At least 8,500 workers at the mine have been on strike since Sunday, while their colleagues at the mine’s Free State operations returned to work yesterday.

Strike committee leader Mametlwe Sebei spoke to the miners in the Free State and those from the North West’s AngloGold Ashanti Mine yesterday, to finalise plans for their march on 7th November.`

Sebei said communities from Gauteng and Rustenburg would join their strike in solidarity with their fight to earn more.

Meanwhile, the striking miners’ joint coordinating committee says the number of employees reporting for duty over the past three days is a result of weak leadership by strike leaders at their respective mines.

Three mines, including Gold Fields, AngloGold Ashanti and Village Main Reef, have all reported increased attendance figures, following a meeting with managements from the different mines earlier this week.

The return to work by thousands of employees has been largely welcomed by the mine owners and the National Union of Mineworkers (NUM).

Sebei said the committee was aware of miners who suspended their strike at Gold Fields’ Free State operations yesterday.

He said although strikes had their ‘ups and downs’, workers reporting for duty was due to poor leadership practice.

The strike committee has vowed to intensify the industrial action, while NUM says it will continue to fight to bring it to an end.

The union has urged miners to go back to work and provide for their families.

Miners across South Africa have been demanding a basic monthly salary of R12,500.

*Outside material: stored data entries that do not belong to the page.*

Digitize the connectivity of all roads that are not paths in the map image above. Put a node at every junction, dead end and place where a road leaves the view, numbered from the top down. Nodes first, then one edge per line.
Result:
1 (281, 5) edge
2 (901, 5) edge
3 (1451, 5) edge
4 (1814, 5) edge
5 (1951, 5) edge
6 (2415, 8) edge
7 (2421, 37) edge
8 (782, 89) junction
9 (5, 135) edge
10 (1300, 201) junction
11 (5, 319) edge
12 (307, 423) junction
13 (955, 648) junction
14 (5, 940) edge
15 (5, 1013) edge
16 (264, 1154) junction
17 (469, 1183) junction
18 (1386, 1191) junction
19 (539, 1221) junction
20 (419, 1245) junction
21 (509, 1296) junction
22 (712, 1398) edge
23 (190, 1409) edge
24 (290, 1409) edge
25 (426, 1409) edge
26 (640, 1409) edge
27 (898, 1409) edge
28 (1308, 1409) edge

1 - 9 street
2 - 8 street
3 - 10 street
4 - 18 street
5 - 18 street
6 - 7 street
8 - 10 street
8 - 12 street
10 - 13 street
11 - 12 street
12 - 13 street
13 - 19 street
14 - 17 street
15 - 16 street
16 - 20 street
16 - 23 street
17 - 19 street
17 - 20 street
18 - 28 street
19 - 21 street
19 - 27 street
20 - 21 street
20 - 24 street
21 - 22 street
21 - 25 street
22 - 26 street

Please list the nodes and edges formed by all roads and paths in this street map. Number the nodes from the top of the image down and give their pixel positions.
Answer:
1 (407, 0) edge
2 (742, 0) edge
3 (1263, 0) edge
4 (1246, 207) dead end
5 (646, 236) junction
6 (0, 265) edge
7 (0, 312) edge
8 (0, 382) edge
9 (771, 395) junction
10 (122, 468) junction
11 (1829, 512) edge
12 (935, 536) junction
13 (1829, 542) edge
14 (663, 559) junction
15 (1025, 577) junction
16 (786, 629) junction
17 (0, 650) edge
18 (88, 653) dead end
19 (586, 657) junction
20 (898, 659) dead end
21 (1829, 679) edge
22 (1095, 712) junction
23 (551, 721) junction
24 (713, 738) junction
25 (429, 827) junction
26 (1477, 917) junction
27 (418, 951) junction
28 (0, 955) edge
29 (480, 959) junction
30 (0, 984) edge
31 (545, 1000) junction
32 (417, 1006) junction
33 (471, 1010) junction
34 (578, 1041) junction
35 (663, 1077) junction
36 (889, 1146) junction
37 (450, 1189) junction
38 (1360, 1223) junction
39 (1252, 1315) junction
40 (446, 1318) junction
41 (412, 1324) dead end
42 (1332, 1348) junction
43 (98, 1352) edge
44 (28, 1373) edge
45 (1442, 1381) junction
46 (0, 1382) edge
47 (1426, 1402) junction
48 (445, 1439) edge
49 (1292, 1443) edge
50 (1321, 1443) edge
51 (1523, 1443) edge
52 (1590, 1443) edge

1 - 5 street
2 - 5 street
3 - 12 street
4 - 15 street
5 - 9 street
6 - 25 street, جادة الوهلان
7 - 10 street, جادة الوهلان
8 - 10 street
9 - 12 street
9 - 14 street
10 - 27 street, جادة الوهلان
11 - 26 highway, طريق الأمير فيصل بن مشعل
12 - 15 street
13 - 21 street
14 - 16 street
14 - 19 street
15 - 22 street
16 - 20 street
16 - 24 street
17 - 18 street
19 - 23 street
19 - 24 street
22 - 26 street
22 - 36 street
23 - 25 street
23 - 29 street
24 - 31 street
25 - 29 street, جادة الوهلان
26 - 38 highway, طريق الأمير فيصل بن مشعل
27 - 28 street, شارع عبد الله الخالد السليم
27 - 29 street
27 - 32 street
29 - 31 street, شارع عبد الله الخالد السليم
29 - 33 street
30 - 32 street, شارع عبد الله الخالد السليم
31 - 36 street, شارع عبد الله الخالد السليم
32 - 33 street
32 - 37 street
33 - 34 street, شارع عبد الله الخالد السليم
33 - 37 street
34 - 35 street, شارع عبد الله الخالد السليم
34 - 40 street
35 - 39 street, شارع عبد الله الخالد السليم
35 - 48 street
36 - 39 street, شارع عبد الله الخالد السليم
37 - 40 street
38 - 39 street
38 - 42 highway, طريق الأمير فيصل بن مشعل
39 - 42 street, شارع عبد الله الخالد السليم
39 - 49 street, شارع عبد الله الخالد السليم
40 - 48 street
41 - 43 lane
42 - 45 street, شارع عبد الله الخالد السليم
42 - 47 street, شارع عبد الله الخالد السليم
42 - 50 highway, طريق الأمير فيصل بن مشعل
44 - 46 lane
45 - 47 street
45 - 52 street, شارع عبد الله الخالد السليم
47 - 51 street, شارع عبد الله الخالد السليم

Meanwhile the Cosatu general secretary, Zwelinzima Vavi, says revolution in South Africa is no longer a distant reality, as the country sits on a powder keg that is slowly approaching detonation.

He was delivering the annual Dullah Omar Human Rights Annual Lecture in Johannesburg on Wednesday night.

Vavi has decried deteriorating inequality, poverty and unemployment, which he says are in many respects worse than they were at the dawn of democracy in 1994.

He has warned the country’s rich against fooling themselves into believing that their reign is permanent.

‘The hammer blow of a revolution is no longer a distant reality. Those who today conveniently claim neutrality and sit on the fence whilst blatant injustice is being committed on the people, will not be spared from the wrath of the people.

‘When the poor decide to rise one day, the champions of neutrality will be reminded that neutrality is a best friend to oppression,’ says Vavi.

South Africans achieved a ‘political breakthrough’ in 1994, but failed to achieve a similar breakthrough in economic transformation 18-years on.

He also warned of the dangers of ‘rapidly forgetting’ the traditions created during the fight for democracy. ‘We are rapidly forgetting the traditions of our movement, which valued service to the people above any thought of personal advancement,’ said Vavi.

‘The squalid morality of the capitalists, based on me-first and survival of the fittest, is seeping even into our own revolutionary movement, dragging in its wake huge problems of factionalism and even assassination of opponents and whistle-blowers.’